Jean Yarborough, 1946
Starring: June Lockhart, Don Porter
Though other reviewers have mostly rained hatred down upon She-Wolf of London, I was surprised to find that I really enjoyed the film. The main problem is its title. This is not a werewolf film and it’s better if you completely ignore She-Wolf of London and think of it under its British title, Curse of the Allenbys. This is a murder mystery where the red herring is an age old family curse that allegedly transforms the members of the Allenby family into satan-worshipping werewolves.
The young Phyllis is a week away from being married when bodies are found with their throats ripped out in the park near her home. She is particularly worried because there are no men in the house and she only lives with her aunt Martha, cousin Carol, and an elderly servant. Her aunt Martha buys a number of dogs that howl all night, scare Phyllis, and keep her awake. Soon it seems she has been sleep walking, as her shoes and nightgown are muddy and later, to her horror, she wakes up with blood on her hands.
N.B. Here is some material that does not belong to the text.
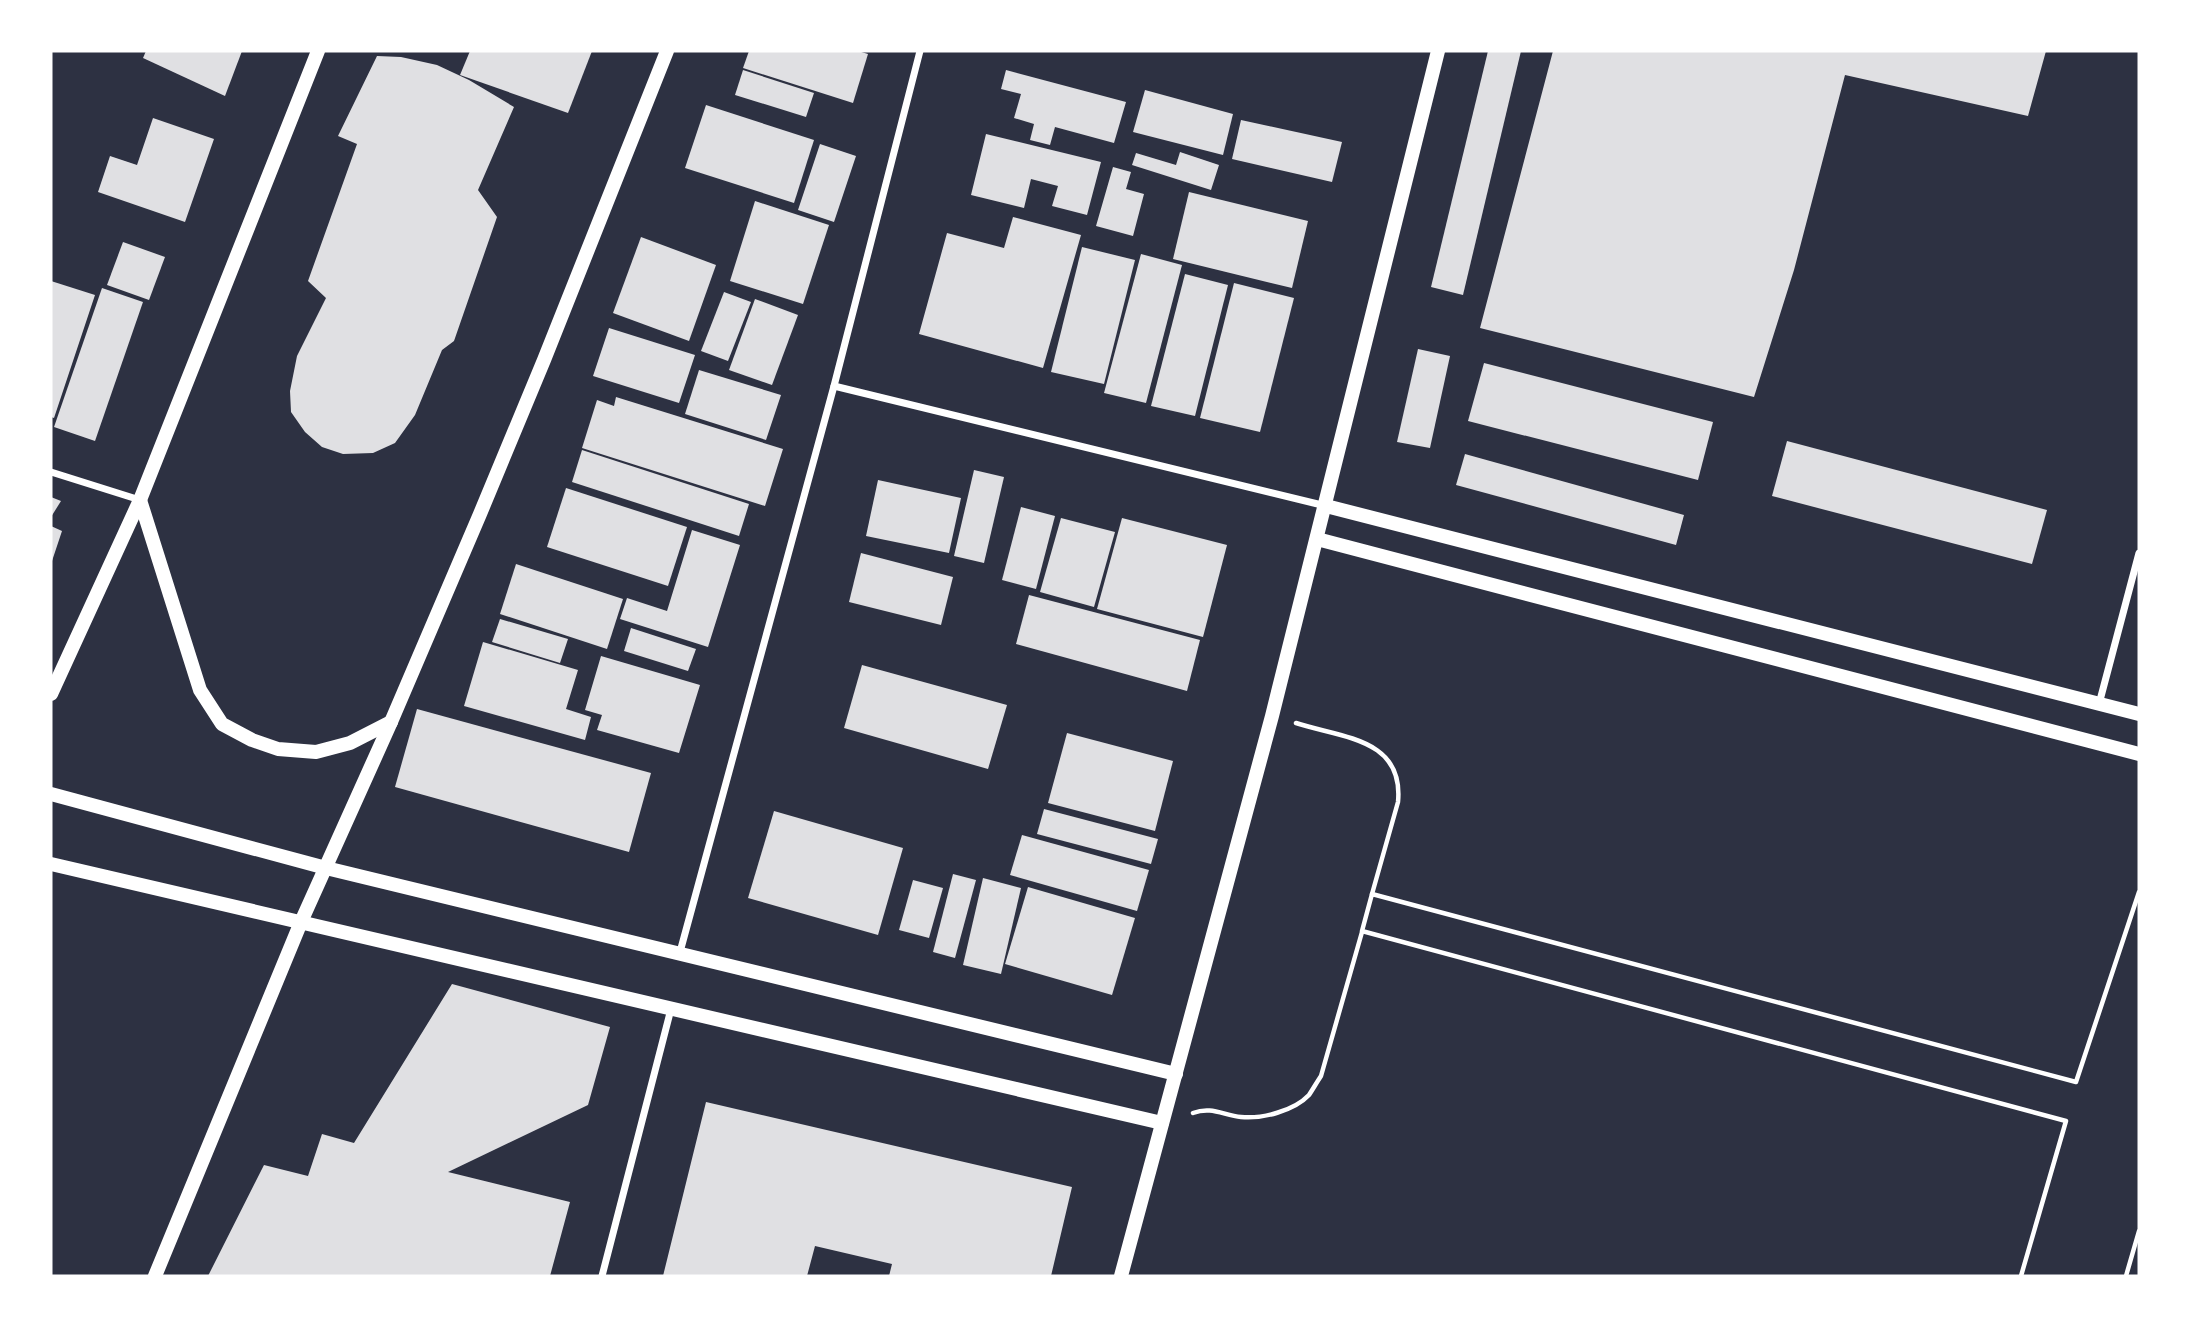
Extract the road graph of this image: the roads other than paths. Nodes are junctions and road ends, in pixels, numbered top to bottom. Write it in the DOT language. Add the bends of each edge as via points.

Since childhood, she has been dreaming about werewolves and witches’ gatherings and fears that she has finally succumbed to the family curse. Her fiancé Barry and her cousin are worried about Phyllis and begin an investigation of her own, while her aunt takes particular care to let Phyllis rest.
Though this is by no means a true horror film and lacks make up, monsters, or gore, there are some sinister elements. To hear Phyllis talk about her disturbing, reoccurring dreams of lycanthropic transformation helps transcend her whiny, passive character a bit. Though we don’t see the murders in the park, one victim is described as being a young child, and another is surprisingly the inspector who suspects a werewolf is to blame. To have the plucky comic relief (the other detectives and cops mostly make fun of him for being drunk and believing in werewolves) drop dead with a torn out throat is a little surprising. What is with the constant alcoholic humor in Universal movies?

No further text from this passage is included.